In my head, I know the facts and figures that look illegible on paper give the only explanation, but the reality of our situation has become warped and deformed. Imaginary. Like we’ve been placed in a land of fiction. But I’ve heard that’s what loss can do to you.
What makes it even more insufferable is that you’ve somehow hidden pieces of yourself all throughout my life. “Adapt or perish” is what I’ve been told when faced with those pieces, when burdened with the impossible grief that it makes me feel.
The pictures that adorn the gray walls tell a story that presents us as four siblings, even though it’s only me and two others who keep writing chapter after chapter. Adapt or perish. Your baby shoes still sit, collecting eighteen years of dust, by the front door, waiting for the moment you choose to come back and walk in them once more. Adapt or perish. The cold, uninviting air of our basement becomes unbearable when, time after time, the dried roses that hang from the ceiling expel the memory of when they stood in the vase by your picture all those years ago. Adapt or perish.

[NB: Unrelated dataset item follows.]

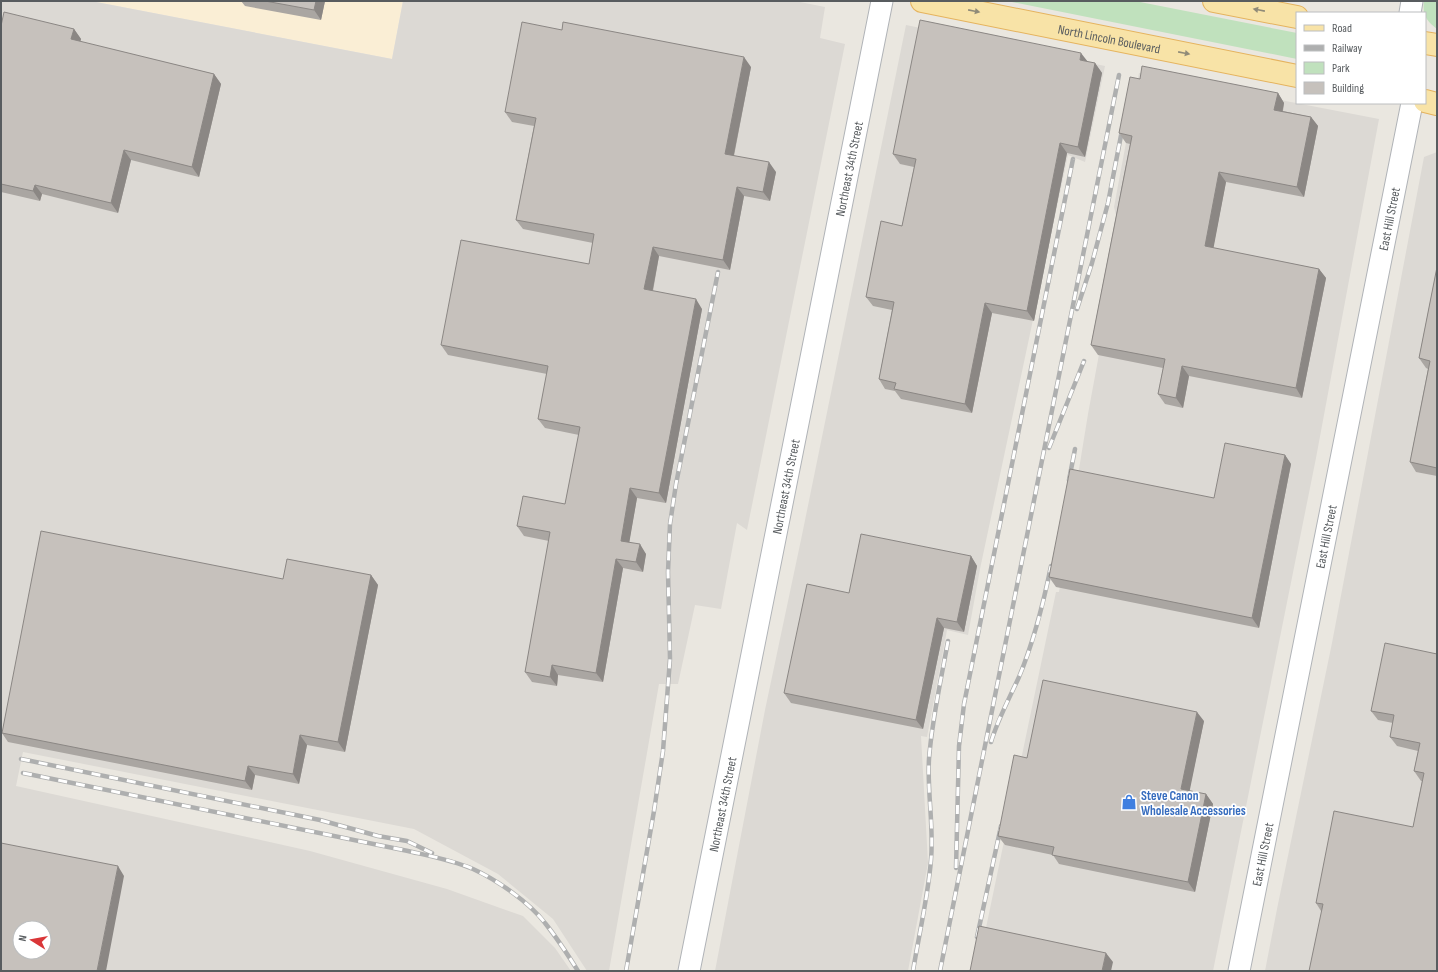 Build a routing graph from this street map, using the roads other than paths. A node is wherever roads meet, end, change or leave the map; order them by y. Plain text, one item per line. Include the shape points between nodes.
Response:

The heartache we all suffer is beyond what we can endure. It’s excruciating; inexplicably so. Describing it simply as “sad” is downplaying the worst of the worst: the ever-present bad days. It is on days like these that I pretend not to love you. To love you is painful, but to shatter that facade, to believe the opposite makes me angry at you for something that is out of your control; it is then that I slowly forget the true idea of you, and that is much worse.
However, the family and I have learned how to drag ourselves out of the hole that grief throws us in every so often.
Not only do sunflowers decorate the front yard, your picture frames, and our phone cases, but every Oct. 9 we get to watch one float down the river and out of sight. We enjoy your favorite ravioli on your birthday—taking extra care to set another plate at the table that goes uneaten and cold—and watch in the bitter cold as the flame of the lantern we free into the night burns warmer than ever. And, although it pains me that I’ll never be able to fill you in on the unimportant aspects of my life as we drive home together, your stuffed bear that still wears your favorite beanie sits in the passenger seat. You never miss an adventure.
Somehow, our suffering gives me hope that maybe someday, long into the future, when the world is colorless and cold, when there’s another you and another me, I wouldn’t have to endure a lifetime of missing you for an eternity of never knowing you.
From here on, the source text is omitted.